Notre « moi » est devenu tellement gros qu'il fait ombrage à notre « nous » qui étouffe, en manque d'air et de lumière.
Le danger derrière tout cela est majeur. Plus on se concentre sur soi, moins on regarde autour. En société, c'est la catastrophe. Je me disais cela cette semaine en écoutant les commentaires de certains auditeurs d'une station de radio locale. On posait la question suivante : que pensez-vous de l'idée de Radio-Canada de renoncer à ses revenus publicitaires en retour d'une contribution plus haute du financement public?
Les 5 premières réponses entendues étaient déprimantes. Presque aliénantes. Je résume : on peut bien fermer Radio-Canada! Moi, je l'écoute pas, même pas Unité 9, faque, fermons ça et sauvons de l'argent!
Évidemment, je suis en profond désaccord avec cet énoncé. Mais ça, ce n'est pas grave.
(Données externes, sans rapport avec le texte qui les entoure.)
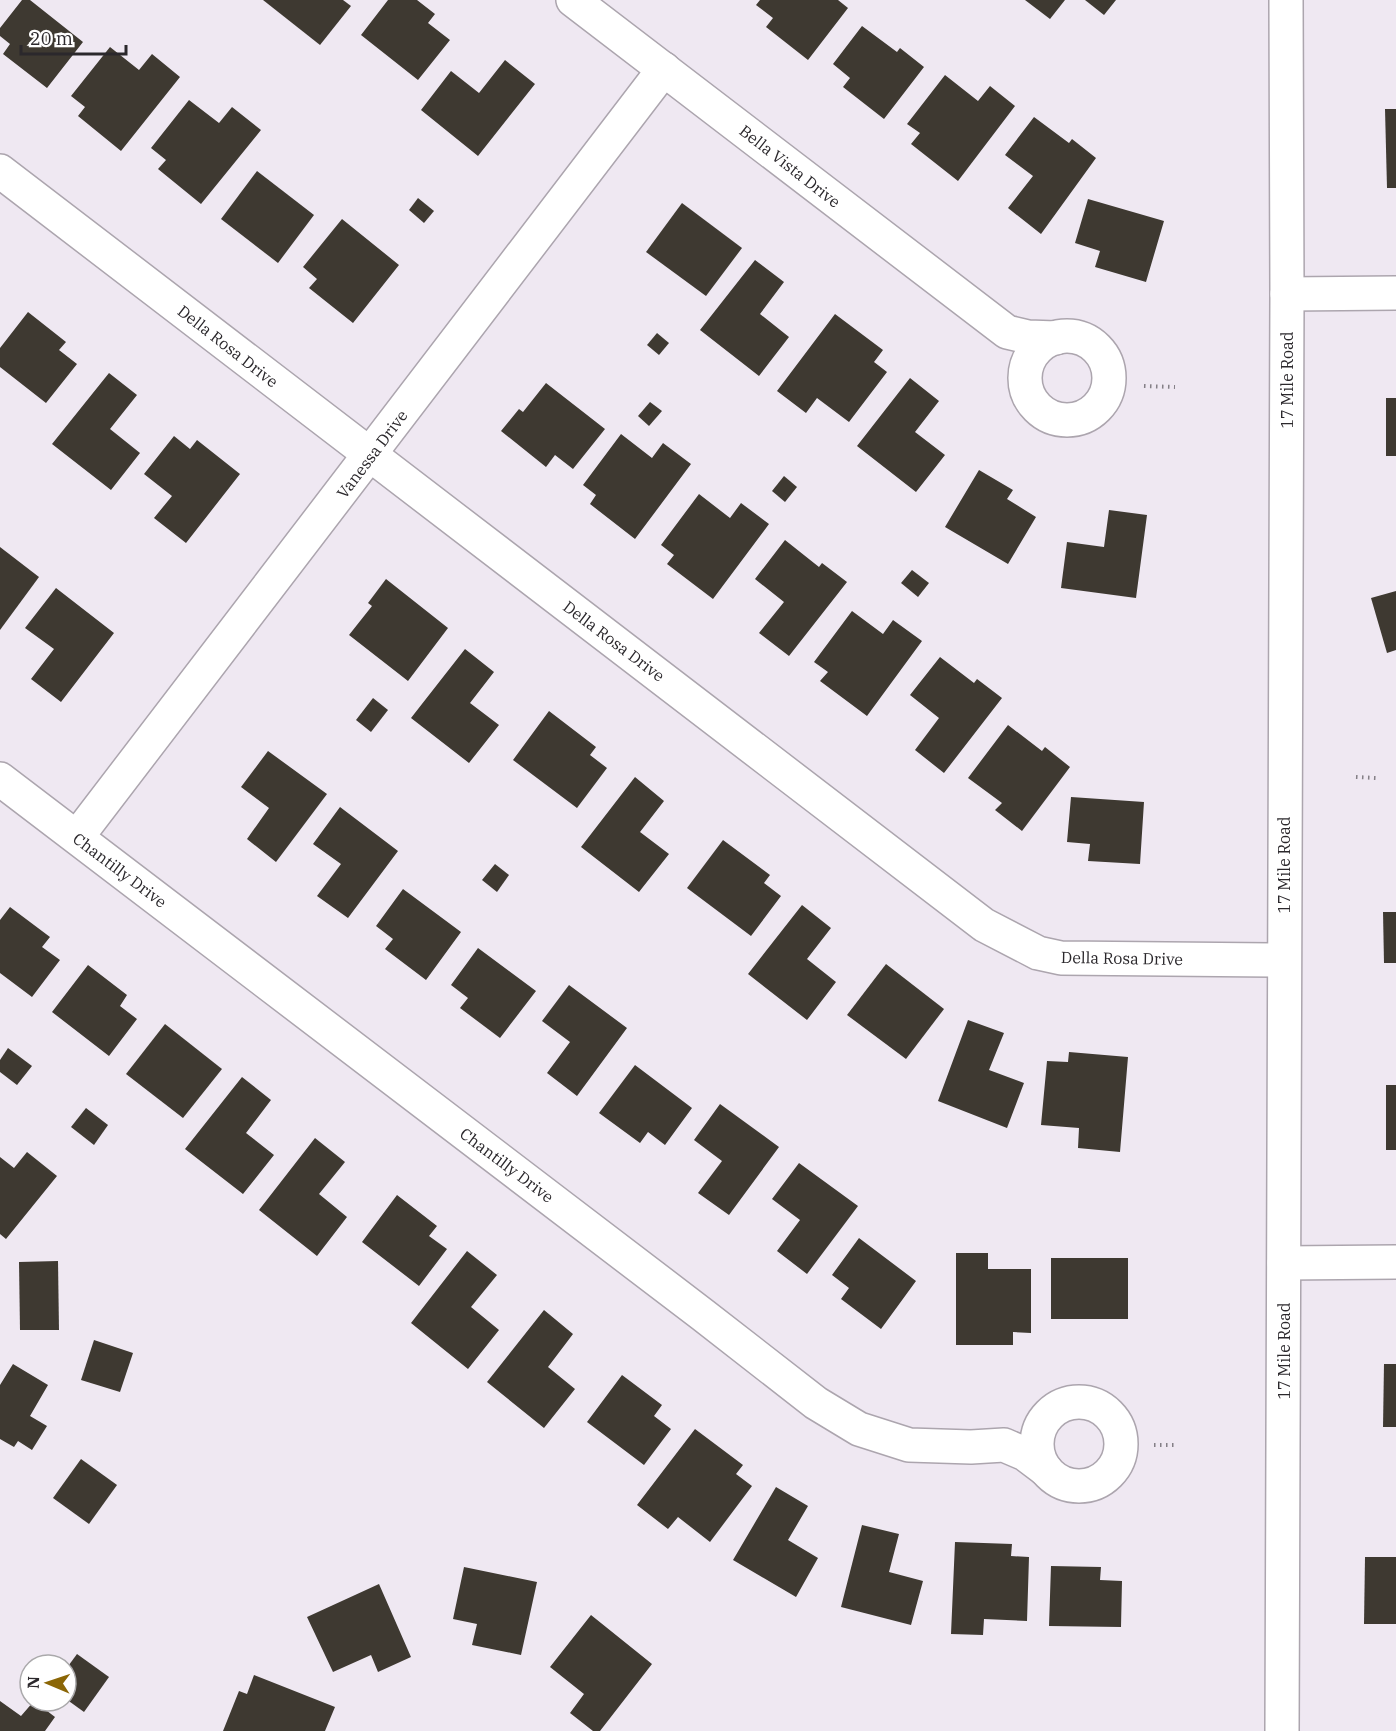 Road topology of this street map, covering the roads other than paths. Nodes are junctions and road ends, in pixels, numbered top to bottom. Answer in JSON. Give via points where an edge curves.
{"nodes":[{"id":1,"x":573,"y":0,"type":"edge"},
{"id":2,"x":1286,"y":0,"type":"edge"},
{"id":3,"x":664,"y":69,"type":"junction"},
{"id":4,"x":0,"y":171,"type":"edge"},
{"id":5,"x":1396,"y":293,"type":"edge"},
{"id":6,"x":1287,"y":294,"type":"junction"},
{"id":7,"x":1007,"y":332,"type":"junction"},
{"id":8,"x":1056,"y":338,"type":"junction"},
{"id":9,"x":1025,"y":378,"type":"junction"},
{"id":10,"x":370,"y":456,"type":"junction"},
{"id":11,"x":0,"y":779,"type":"edge"},
{"id":12,"x":77,"y":837,"type":"junction"},
{"id":13,"x":1283,"y":960,"type":"junction"},
{"id":14,"x":1396,"y":1262,"type":"edge"},
{"id":15,"x":1284,"y":1263,"type":"junction"},
{"id":16,"x":1045,"y":1419,"type":"junction"},
{"id":17,"x":1004,"y":1446,"type":"junction"},
{"id":18,"x":1046,"y":1470,"type":"junction"},
{"id":19,"x":1282,"y":1731,"type":"edge"}],
"edges":[{"from":1,"to":3,"type":"street","name":"Bella Vista Drive"},
{"from":2,"to":6,"type":"street","name":"17 Mile Road"},
{"from":3,"to":7,"type":"street","name":"Bella Vista Drive"},
{"from":3,"to":10,"type":"street","name":"Vanessa Drive"},
{"from":4,"to":10,"type":"street","name":"Della Rosa Drive"},
{"from":5,"to":6,"type":"street"},
{"from":6,"to":13,"type":"street","name":"17 Mile Road"},
{"from":7,"to":8,"type":"street","name":"Bella Vista Drive"},
{"from":7,"to":9,"type":"street","name":"Bella Vista Drive"},
{"from":8,"to":9,"type":"street","via":[[1034,352]]},
{"from":8,"to":9,"type":"street","name":"Bella Vista Drive","via":[[1083,340],[1103,357],[1108,384],[1096,408],[1071,420],[1044,414],[1033,404]]},
{"from":10,"to":12,"type":"street","name":"Vanessa Drive"},
{"from":10,"to":13,"type":"street","name":"Della Rosa Drive","via":[[984,925],[1038,952],[1061,958]]},
{"from":11,"to":12,"type":"street","name":"Chantilly Drive"},
{"from":12,"to":17,"type":"street","name":"Chantilly Drive","via":[[816,1403],[859,1429],[909,1445]]},
{"from":13,"to":15,"type":"street","name":"17 Mile Road"},
{"from":14,"to":15,"type":"street"},
{"from":15,"to":19,"type":"street","name":"17 Mile Road"},
{"from":16,"to":17,"type":"street","via":[[1024,1437]]},
{"from":16,"to":18,"type":"street","via":[[1037,1445]]},
{"from":16,"to":18,"type":"street","via":[[1067,1404],[1094,1405],[1114,1422],[1121,1449],[1109,1474],[1083,1486],[1056,1479]]},
{"from":17,"to":18,"type":"street","name":"Chantilly Drive","via":[[1025,1454]]}]}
On n'a pas à tous être d'accord. Ce qui est grave, c'est le manque de réflexion minimale et de vision un peu périphérique. Moi, je ne regarde pas, donc, c'est inutile.
Le jour où on n'aura plus de vrai diffuseur public avec des ressources correctes, bien ce jour-là, on sera condamné à être manipulés. Complètement. Déjà que c'est bien parti, je n'ose imaginer la suite.
Qu'on regarde le modèle, qu'on diminue l'aspect divertissement, tout cela se défend. Mais, minimalement, argumentons, défendons un point, informons-nous sur ce que fait Radio-Canada au jour le jour. Pas juste un insignifiant : qu'on abolisse, moi, je l'écoute pas. Le pire ennemi des politiciens du Québec, c'est la petite équipe de l'émission Enquête à Radio-Canada. La Commission Charbonneau est une conséquence de l'émission Enquête. M. Couillard se tient sur ses gardes à cause du diffuseur public, en grande partie. Un diffuseur public est un rempart dans le maintien d'une démocratie.
Ce qui nous rend particulièrement vulnérables, c'est qu'un peuple peut voter pour Trump sur la stricte base de phrases-chocs à 140 caractères. Souvent des mensonges et des insultes, mais toujours quelque chose qui interpelle l'émotion. Pas la réflexion. Parce que, occupés à mon moi-même, je délègue tout le reste sans prendre le temps de réfléchir. Dites-vous bien que les stratèges politiques l'ont compris.
Titille le côté émotif de l'électeur et il va te laisser le champ complètement libre. Si un diffuseur public ne vient pas jouer les trouble-fête de temps à autre, ce sera le party au gouvernement.
La démocratie n'a pas été pensée comme cela. Elle compte, pour demeurer crédible et efficace, sur notre apport. Notre contribution réelle. À nous de le réaliser...
Clin d'œil de la semaine
« Trump a dit qu'il s'occuperait de tout. Bon. On l'essaie. J'ai fait mon effort. Vite, une vidéo de chat. Ahhhhh....... »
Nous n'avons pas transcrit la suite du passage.